Art of Balance – im Klassik-Test (Wii)

Spiel:Art of BalancePublisher:Shin’en MultimediaDeveloper:Shin’en MultimediaGenre:GeschicklichkeitGetestet für:WiiErhältlich für:WiiUSK:Erschienen in:6 / 2010

Das kleine deutsche Entwicklerteam Shin’en kennen Zocker am ehesten durch seine Handheld-Shoot’em-Ups: Iridion (GBA) und Nanostray (DS) holten aus den Nintendo-Geräten grafisch jede Menge heraus. Für ihr neues WiiWare-Werk wählen die Münchener einen ganz anderen Ansatz: Statt Krawall und Technik-Feuerwerk stehen bei Art of Balance Konzentration und Ruhe im Mittelpunkt. Auf dem Bildschirm seht Ihr eine Schale Wasser, in dessen Mitte ein oder zwei Steinfiguren aus der Oberfläche herausragen. Auf denen sollt Ihr nun mehrere Klötze so aufschichten, dass das Gebilde einige Sekunden lang ruhig steht und nichts ins Nass fällt. Das klingt simpel, wird aber bald anspruchsvoll: Die Bauteilformen werden komplizierter, runde Elemente liegen zwangsläufig instabiler und Sonderelemente sorgen für knifflige Situationen.
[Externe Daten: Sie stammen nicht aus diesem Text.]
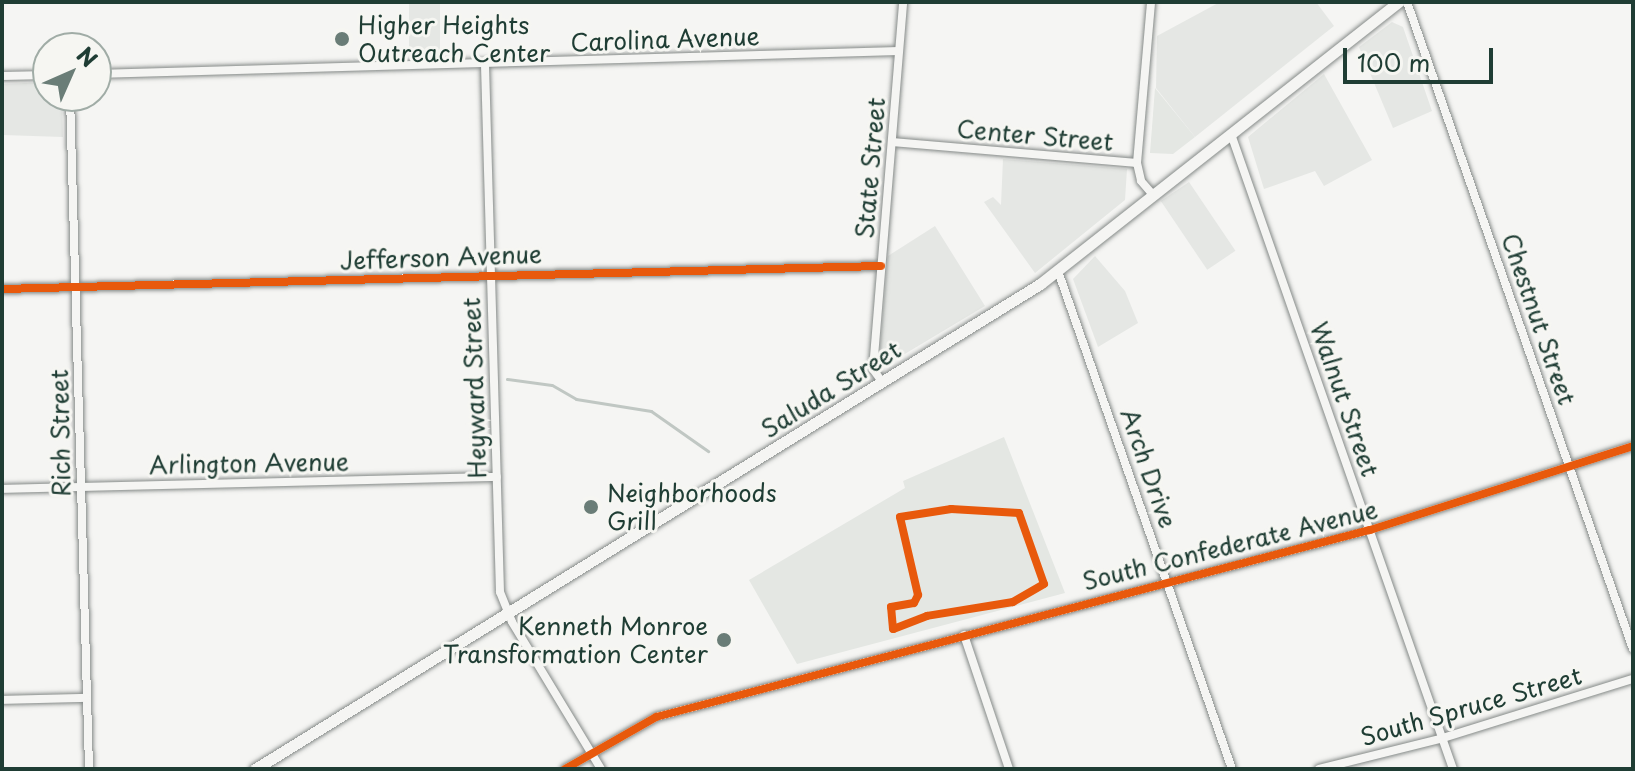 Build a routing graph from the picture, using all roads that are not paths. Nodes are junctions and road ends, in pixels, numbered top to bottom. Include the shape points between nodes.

Glasblöcke halten nur ein gewisses Gewicht aus oder gehen nach ein paar Sekunden kaputt. Eure Konstruktionen gehorchen penibel genau den Gesetzen der Physik, deshalb ist geschickte Planung und ein ruhiges Händchen beim Ablegen eines Steins Pflicht.

Selbst wenn Ihr immer wieder einen neuen Anlauf nehmen müsst, sorgen die entspannende Umgebungsgrafik und sanfte Musik für Beruhigung. Art of Balance schafft es, aus dem simplen Rezept einen potenten Geschicklichkeitstest mit ’Nur noch eine Runde’-Effekt zu mixen, der Euch nicht loslässt, bis Ihr die 100 Aufgaben gemeistert habt. Und dann gibt es da noch die Möglichkeit, sich mit einem Kumpel zu messen…

Hochgradig motivierende Objektstapelei mit schlichter, aber ansprechender Präsentation.